Stored data entries

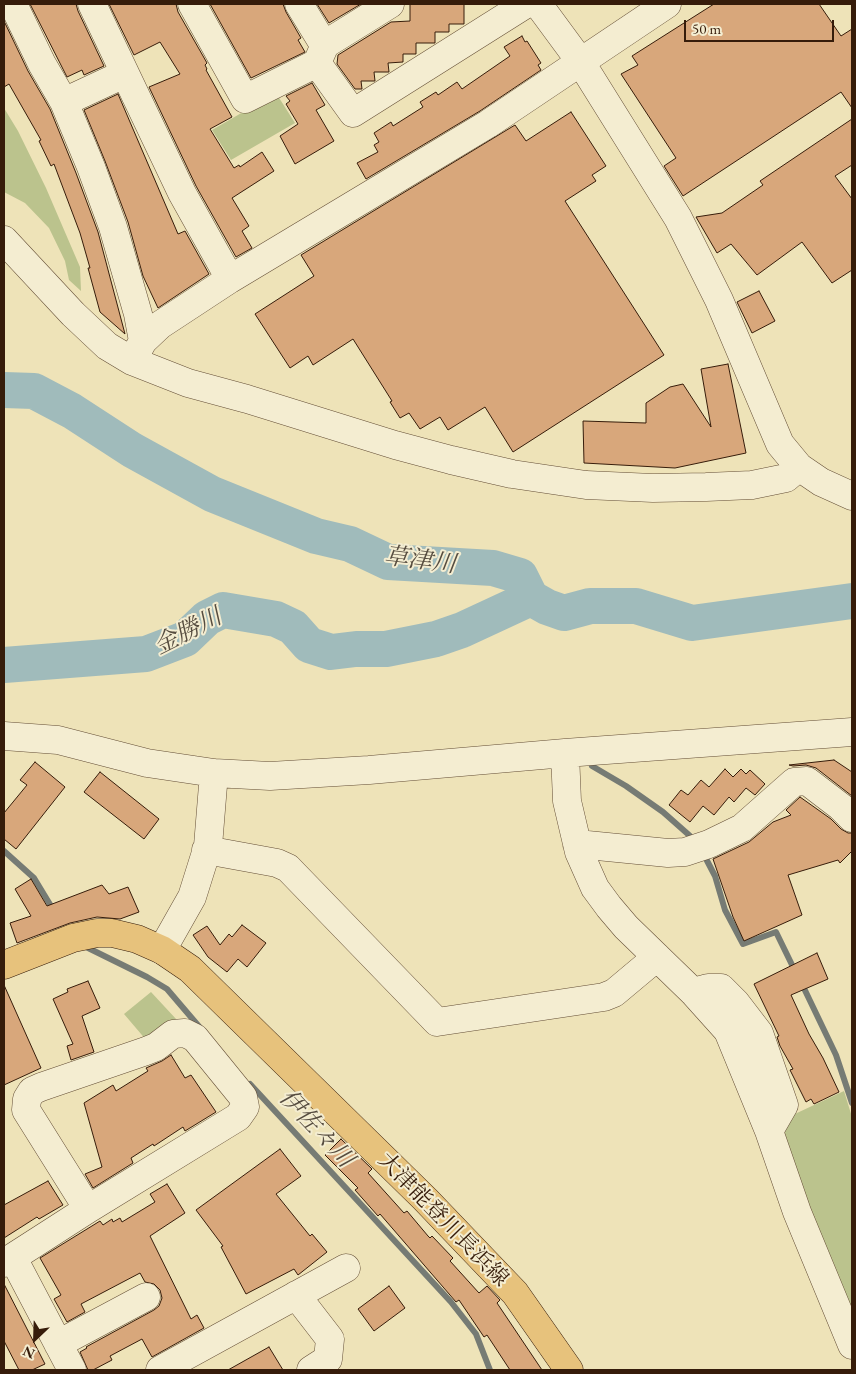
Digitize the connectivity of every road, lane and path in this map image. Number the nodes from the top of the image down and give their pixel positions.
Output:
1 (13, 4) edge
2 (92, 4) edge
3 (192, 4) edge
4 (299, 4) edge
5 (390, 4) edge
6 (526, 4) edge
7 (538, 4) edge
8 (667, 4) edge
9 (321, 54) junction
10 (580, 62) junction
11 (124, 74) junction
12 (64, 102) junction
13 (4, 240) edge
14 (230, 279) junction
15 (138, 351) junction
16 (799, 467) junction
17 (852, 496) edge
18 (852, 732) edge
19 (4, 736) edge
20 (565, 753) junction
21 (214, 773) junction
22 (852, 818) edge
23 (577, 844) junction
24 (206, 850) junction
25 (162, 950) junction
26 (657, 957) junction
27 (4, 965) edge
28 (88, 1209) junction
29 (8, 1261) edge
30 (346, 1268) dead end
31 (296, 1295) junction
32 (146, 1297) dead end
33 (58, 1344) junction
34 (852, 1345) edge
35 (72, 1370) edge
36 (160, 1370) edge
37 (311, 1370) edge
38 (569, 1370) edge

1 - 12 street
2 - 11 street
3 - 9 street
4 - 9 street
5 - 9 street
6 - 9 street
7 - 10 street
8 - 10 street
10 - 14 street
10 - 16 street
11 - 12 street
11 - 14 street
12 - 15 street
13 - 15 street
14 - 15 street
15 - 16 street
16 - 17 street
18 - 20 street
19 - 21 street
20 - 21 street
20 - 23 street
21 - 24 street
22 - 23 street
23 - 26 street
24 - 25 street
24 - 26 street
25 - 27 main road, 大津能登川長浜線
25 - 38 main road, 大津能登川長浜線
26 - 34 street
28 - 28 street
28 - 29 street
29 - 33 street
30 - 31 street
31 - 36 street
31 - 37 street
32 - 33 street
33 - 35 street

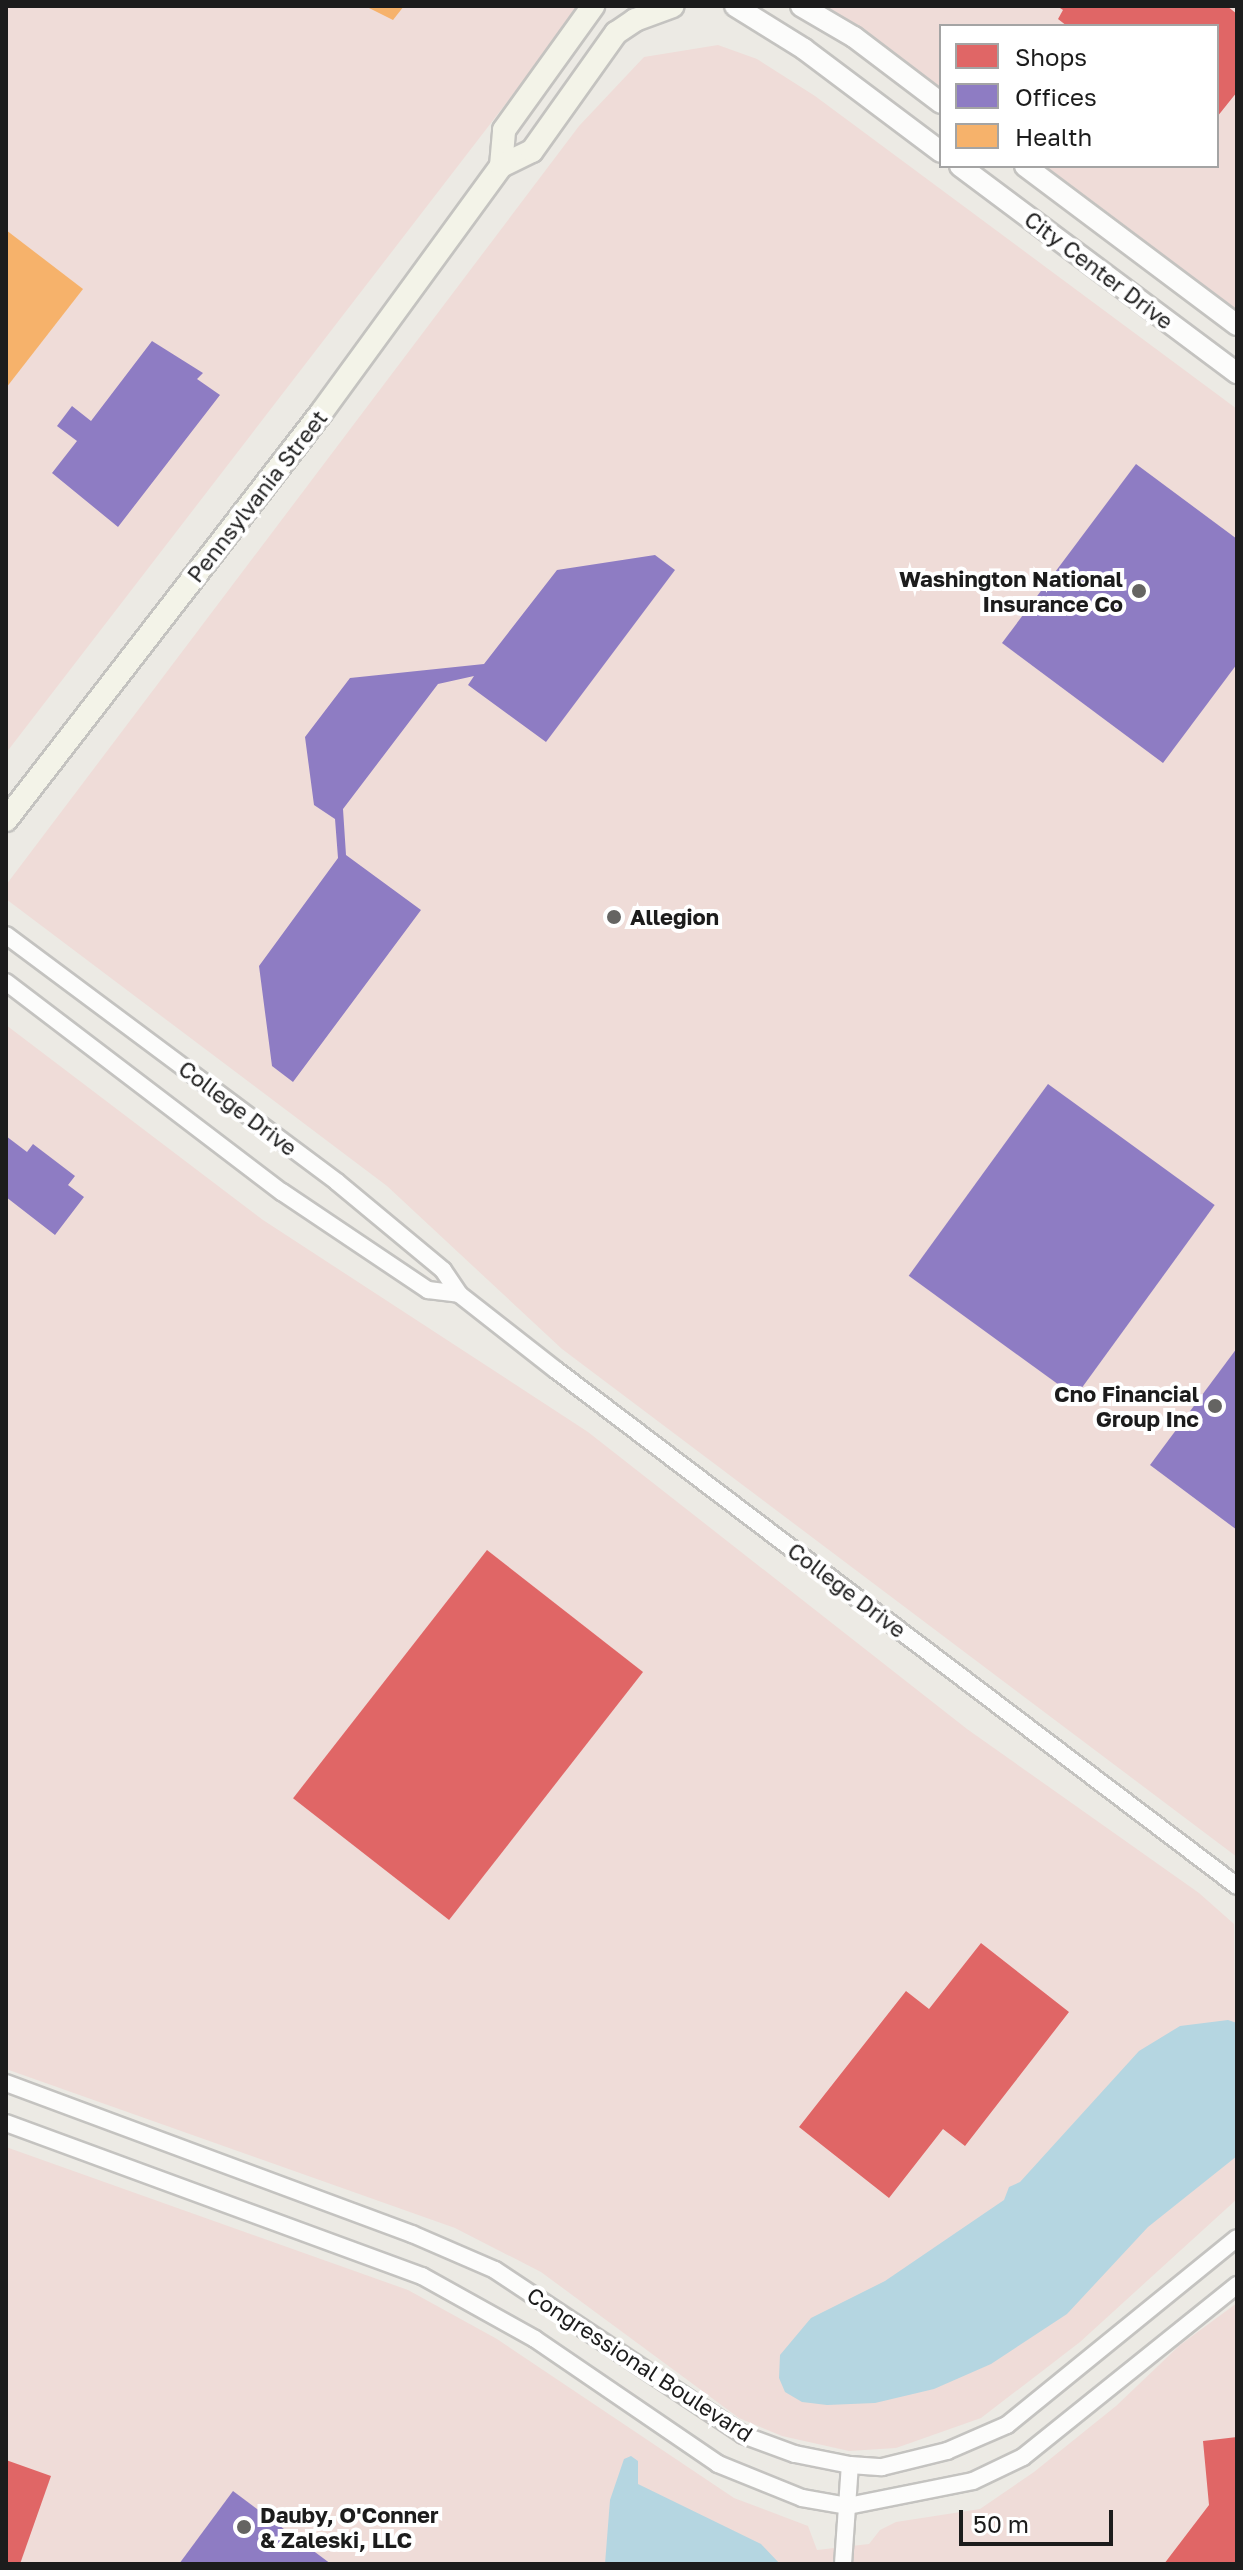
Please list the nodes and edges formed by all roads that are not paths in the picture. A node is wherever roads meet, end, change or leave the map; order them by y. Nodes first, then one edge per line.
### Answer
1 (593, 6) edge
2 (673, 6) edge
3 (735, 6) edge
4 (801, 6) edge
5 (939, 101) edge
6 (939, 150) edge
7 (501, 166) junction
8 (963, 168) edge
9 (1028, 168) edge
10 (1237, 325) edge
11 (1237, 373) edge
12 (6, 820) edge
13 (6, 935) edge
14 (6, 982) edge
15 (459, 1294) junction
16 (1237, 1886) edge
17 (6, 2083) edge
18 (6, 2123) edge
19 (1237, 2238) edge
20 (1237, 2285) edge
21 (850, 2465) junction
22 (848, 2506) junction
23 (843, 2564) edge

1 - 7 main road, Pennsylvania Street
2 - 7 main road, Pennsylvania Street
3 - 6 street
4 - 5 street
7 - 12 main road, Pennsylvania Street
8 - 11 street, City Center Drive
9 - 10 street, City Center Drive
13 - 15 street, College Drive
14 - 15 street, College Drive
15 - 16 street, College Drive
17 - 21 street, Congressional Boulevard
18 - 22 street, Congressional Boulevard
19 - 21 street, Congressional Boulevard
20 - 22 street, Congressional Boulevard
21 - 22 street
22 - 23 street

*WHAT THE TASK ASKS:* If a line of the data holds the string "College", list it.

*TASK ANSWER:*
13 - 15 street, College Drive
14 - 15 street, College Drive
15 - 16 street, College Drive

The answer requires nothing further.